From molecular genetics and secondary metabolism to molecular metabolites and secondary genetics

Abstract

Secondary metabolites constitute a huge array of low molecular weight natural products that cannot be easily defined. Largely produced by bacteria, fungi, and green plants, they tend to be synthesized after active growth has ceased, in families of similar compounds, often at the same time as species-specific morphological characters become apparent. Although, in many cases, the function that the secondary metabolite performs in the producing organism is unknown, the bioactivity of these compounds has been exploited since prehistoric times as drugs, poisons, food flavoring agents, and so forth. In fungi, the polyketide family is the largest known group of secondary metabolite compounds. Polyketides are synthesized from acetate by a mechanism analogous to fatty acid biosynthesis but involving changes in oxidation level and stereochemistry during the chain-elongation process. The fungal polyketide biosynthetic pathways for aflatoxin and patulin have emerged as model systems.
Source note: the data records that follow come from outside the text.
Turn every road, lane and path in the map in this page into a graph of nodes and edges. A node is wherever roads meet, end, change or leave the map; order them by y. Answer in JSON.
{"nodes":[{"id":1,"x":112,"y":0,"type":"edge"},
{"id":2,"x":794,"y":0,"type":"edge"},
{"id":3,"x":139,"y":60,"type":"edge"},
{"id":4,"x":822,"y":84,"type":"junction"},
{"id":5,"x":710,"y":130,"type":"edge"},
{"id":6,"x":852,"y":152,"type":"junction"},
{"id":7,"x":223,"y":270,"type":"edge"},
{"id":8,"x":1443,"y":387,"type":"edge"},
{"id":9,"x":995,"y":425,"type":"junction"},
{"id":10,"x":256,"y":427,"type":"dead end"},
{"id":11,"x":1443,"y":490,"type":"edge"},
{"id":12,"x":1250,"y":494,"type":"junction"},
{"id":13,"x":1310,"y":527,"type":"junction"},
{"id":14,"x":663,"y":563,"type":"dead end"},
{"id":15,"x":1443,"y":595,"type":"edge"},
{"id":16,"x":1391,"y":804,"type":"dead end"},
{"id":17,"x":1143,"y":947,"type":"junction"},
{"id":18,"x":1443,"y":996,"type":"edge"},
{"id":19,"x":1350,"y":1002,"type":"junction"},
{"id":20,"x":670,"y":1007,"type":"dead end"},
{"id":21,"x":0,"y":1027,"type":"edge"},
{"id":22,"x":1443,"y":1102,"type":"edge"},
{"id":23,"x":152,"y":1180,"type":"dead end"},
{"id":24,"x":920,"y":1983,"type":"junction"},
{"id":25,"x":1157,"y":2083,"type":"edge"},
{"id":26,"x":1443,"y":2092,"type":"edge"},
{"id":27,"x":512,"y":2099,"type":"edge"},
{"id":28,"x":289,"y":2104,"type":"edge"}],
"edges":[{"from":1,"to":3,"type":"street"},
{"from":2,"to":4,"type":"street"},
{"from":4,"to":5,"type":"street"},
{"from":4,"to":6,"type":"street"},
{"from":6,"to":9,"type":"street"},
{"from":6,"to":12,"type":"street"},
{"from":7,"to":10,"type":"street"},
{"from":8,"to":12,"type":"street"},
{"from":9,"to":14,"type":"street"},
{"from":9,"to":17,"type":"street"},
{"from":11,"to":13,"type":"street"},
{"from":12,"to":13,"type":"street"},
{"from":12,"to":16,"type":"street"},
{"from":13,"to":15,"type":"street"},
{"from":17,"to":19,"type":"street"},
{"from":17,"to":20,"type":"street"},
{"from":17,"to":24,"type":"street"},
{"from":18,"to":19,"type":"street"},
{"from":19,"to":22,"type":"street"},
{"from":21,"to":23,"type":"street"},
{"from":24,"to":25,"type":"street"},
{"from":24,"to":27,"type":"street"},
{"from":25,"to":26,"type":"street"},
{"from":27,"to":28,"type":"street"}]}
The use of blocked mutants has been an essential part of the research approach for both pathways. Molecular methods of studying fungal secondary metabolites were first used with penicillin and cephalosporin, both of which are amino acid derived. Most of the basic molecular work on polyketides was done with streptomycete-derived compounds; however, enough fungal data are now available to compare fungal and streptomycete polyketide synthases, as well as to map the genes involved in a number of polyketide pathways from both groups. The traditional dogma, derived from classical genetics, that genes for fungal pathways are unlinked, has been overturned. In addition, cloning of structural genes facilitates the formation of hybrid molecules, and we are on the brink of understanding certain regulatory functions. Key words: fungal metabolism, secondary metabolism, polyketide, β-lactam, product discovery.